Aditya yang sudah keluar langsung meraih tangan Felly menggenggamnya dan membawanya masuk.
" Kau tidak perlu melakukan ini, lepaskan tanganku!" berontak Felly.
" Diam! ikuti saja," tegas Aditya dengan matanya ingin keluar.
Jantung Felly semakin bergetar, saat langkah mereka semakin dekat dengan 3 orang yang beberapa kali di temuinya.
Tangannya yang dingin yang mungkin bisa di rasakan Aditya. Tetapi Aditya terlihat santai seperti biasa hanya menunjukkan sikapnya yang Arrogant
Pandangan Rebecca langsung melihat ke arah hentakan heels tersebut. Rebecca kaget melihat Aditya yang datang bersama Felly mantan calon menantunya. Mata Rebecca juga turun pada tangan yang saling menggenggam itu.

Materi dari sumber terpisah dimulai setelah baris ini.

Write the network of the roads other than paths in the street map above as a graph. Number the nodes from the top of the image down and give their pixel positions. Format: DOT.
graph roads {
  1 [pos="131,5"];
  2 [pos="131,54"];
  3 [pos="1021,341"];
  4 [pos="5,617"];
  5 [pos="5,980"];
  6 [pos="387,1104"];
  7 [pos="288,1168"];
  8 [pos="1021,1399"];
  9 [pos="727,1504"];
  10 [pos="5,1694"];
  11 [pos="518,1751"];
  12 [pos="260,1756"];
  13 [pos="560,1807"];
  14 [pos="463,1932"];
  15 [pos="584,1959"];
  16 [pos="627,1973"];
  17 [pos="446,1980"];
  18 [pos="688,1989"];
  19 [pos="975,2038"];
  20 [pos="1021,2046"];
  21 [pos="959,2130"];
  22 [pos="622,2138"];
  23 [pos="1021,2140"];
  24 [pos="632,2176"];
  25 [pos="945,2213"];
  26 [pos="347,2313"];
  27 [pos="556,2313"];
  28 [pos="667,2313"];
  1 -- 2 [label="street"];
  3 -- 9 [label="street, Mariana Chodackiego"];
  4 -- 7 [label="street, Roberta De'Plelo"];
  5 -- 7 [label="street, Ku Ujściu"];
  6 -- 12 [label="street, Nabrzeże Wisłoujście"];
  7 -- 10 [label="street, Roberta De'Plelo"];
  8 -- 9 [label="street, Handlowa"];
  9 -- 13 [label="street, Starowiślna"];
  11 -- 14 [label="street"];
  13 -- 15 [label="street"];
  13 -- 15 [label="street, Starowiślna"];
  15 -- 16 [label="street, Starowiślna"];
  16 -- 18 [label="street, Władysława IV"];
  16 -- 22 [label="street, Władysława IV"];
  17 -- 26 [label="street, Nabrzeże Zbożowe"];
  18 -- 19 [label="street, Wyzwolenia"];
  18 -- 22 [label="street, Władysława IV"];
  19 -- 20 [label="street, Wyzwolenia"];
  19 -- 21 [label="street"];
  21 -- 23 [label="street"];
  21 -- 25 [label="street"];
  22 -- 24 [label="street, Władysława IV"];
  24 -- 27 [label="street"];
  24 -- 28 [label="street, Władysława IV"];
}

Penampilan Felly juga terlihat berbeda. Seperti wanita kaya raya dengan balutan pakaian yang melekat ditubuhnya yang pasti Rebecca tau betapa mahalnya itu.
Sementara Damar belum melihat karena memang membelakangi Aditya dan Felly dan damar juga tidak peduli wanita seperti apa yang di bawa saudara tirinya itu. Dia mengikuti makan malam hanya sekedar menghormati saja.

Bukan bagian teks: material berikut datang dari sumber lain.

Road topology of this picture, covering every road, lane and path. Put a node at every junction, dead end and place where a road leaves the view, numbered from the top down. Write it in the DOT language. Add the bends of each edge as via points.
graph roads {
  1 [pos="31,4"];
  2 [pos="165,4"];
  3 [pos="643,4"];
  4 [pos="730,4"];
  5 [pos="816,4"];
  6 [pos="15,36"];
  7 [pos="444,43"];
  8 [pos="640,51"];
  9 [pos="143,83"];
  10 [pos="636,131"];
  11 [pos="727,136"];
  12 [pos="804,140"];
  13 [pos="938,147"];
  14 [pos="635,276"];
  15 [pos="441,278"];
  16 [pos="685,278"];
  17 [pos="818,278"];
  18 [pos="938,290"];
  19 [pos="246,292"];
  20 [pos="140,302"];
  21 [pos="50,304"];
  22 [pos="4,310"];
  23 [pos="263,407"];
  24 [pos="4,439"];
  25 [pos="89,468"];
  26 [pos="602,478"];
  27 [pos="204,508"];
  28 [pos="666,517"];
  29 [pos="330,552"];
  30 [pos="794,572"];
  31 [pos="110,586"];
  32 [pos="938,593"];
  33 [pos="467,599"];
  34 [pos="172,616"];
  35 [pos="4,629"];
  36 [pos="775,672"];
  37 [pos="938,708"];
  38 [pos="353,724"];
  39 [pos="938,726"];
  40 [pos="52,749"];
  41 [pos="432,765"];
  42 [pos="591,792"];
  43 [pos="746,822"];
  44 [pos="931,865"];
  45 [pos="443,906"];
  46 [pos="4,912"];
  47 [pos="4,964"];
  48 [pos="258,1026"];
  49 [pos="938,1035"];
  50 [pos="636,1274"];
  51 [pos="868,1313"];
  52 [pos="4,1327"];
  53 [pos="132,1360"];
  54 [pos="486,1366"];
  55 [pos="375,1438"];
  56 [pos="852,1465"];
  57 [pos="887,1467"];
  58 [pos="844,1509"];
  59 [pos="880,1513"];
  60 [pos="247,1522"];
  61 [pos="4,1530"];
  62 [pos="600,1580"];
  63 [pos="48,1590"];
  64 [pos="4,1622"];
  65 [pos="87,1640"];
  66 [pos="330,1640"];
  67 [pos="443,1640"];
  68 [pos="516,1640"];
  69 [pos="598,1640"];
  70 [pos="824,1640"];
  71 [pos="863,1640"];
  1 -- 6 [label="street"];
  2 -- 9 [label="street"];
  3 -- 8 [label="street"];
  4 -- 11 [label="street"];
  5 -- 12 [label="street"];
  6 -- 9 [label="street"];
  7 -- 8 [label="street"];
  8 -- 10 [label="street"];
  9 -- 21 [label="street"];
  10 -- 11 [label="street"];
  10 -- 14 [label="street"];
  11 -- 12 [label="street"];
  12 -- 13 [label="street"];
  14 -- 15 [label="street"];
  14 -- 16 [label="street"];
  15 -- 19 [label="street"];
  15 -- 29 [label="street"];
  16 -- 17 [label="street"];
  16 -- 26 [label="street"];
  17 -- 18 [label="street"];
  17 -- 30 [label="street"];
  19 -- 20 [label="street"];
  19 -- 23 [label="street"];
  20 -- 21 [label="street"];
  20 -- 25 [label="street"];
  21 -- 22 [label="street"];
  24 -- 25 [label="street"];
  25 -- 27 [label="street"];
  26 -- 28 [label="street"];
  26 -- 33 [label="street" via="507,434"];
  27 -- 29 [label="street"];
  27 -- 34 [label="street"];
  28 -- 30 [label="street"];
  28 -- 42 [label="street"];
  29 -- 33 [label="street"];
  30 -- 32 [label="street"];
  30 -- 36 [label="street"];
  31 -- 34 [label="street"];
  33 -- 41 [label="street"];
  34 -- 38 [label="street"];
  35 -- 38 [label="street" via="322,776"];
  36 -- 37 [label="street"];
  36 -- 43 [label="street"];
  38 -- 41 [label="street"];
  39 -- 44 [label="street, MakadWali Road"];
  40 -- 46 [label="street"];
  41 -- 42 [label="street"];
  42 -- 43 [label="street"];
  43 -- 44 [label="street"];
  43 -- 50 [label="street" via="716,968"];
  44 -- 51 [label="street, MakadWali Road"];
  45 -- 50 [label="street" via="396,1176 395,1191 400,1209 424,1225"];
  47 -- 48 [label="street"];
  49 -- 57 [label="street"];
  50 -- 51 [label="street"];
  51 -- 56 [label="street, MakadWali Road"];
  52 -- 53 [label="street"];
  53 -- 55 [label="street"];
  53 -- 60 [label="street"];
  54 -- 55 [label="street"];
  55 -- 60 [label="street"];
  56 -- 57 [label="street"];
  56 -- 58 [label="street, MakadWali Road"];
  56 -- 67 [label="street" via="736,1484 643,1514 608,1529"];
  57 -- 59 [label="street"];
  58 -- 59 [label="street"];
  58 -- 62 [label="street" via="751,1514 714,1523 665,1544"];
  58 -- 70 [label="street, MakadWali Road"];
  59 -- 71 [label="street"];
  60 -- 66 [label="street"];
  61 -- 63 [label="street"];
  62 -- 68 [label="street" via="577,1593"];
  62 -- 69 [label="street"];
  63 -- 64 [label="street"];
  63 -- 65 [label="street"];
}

" Felly," lirih Rebecca ketika wanita dan Pria itu semakin dekat.
Mendengar nama Felly membuat Damar kaget dan menoleh kebelakang. Damar kaget melihat kedatangan Felly bersama Aditya dengan tangan yang saling bergandengan.

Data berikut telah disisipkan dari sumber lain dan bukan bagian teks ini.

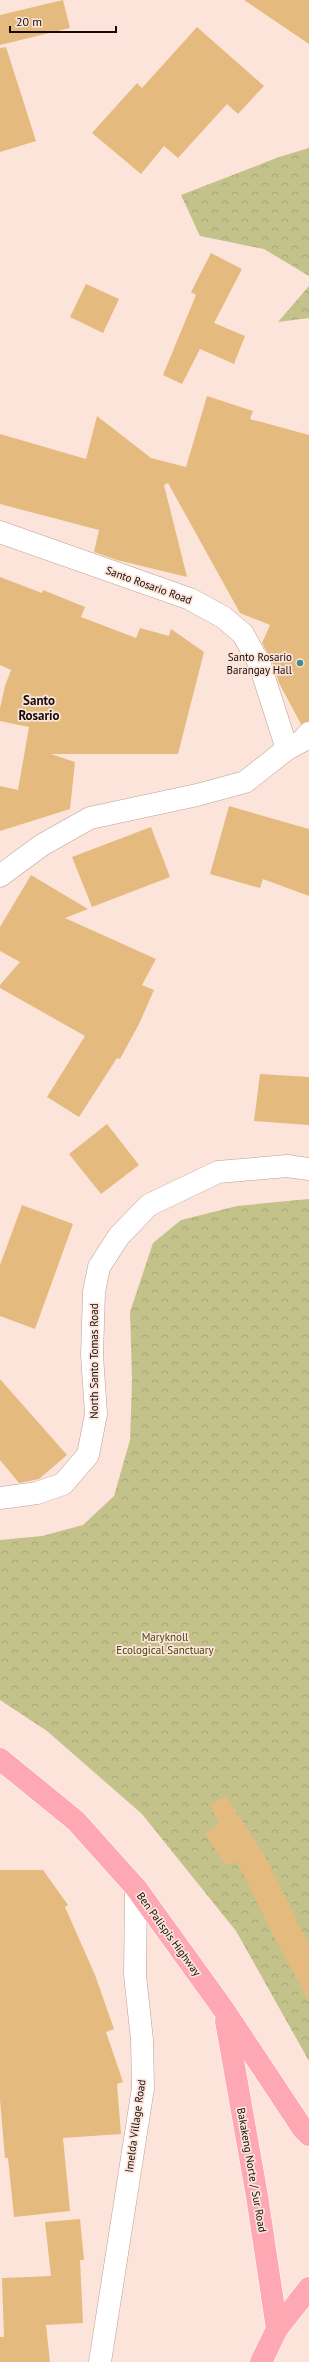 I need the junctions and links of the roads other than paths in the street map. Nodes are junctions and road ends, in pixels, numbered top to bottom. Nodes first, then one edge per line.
1 (0, 532) edge
2 (309, 733) edge
3 (287, 749) junction
4 (0, 876) edge
5 (309, 1169) edge
6 (0, 1498) edge
7 (0, 1759) edge
8 (136, 1888) junction
9 (224, 2010) junction
10 (309, 2135) edge
11 (309, 2288) edge
12 (277, 2329) junction
13 (100, 2362) edge
14 (261, 2362) edge

1 - 3 street, Santo Rosario Road
2 - 3 street
3 - 4 street
5 - 6 street, North Santo Tomas Road
7 - 8 main road, Ben Palispis Highway
8 - 9 main road, Ben Palispis Highway
8 - 13 street, Imelda Village Road
9 - 10 main road, Ben Palispis Highway
9 - 12 main road, Bakakeng Norte / Sur Road
11 - 12 main road
12 - 14 main road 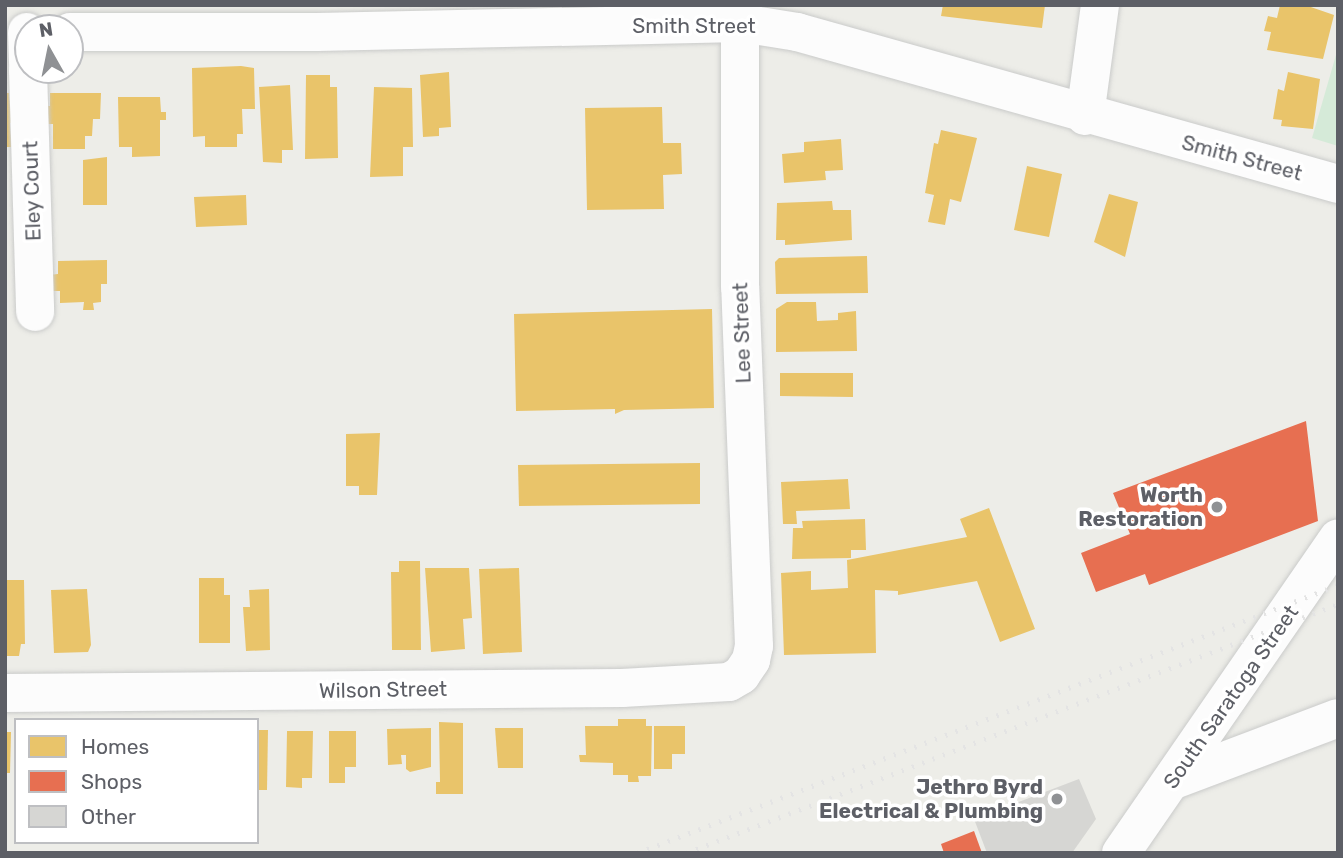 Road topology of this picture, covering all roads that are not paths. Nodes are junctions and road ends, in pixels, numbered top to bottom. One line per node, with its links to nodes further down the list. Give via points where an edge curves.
1 (1100, 5): 5 (street)
2 (740, 14): 3 (street, Smith Street, via 317,32); 5 (street, Smith Street); 9 (street, Lee Street, via 740,286)
3 (84, 32)
4 (28, 84): 7 (street, Eley Court)
5 (1085, 116): 6 (street, Smith Street)
6 (1338, 184)
7 (36, 312)
8 (1338, 539): 12 (street, South Saratoga Street)
9 (751, 660): 10 (street, Wilson Street, via 729,682 622,688)
10 (5, 693)
11 (1338, 718): 12 (street)
12 (1174, 780): 13 (street, South Saratoga Street)
13 (1121, 853)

Damar dan Rebecca sama-sama berdiri ketika Felly dan Aditya sudah di berada di area meja makan.
Sang kakek juga menoleh. Harison sedikit kaget dengan cucunya yang datang bersama wanita yang seharusnya menjadi menantu di rumahnya. Tapi kagetnya tidak sekaget ibu dan anak itu.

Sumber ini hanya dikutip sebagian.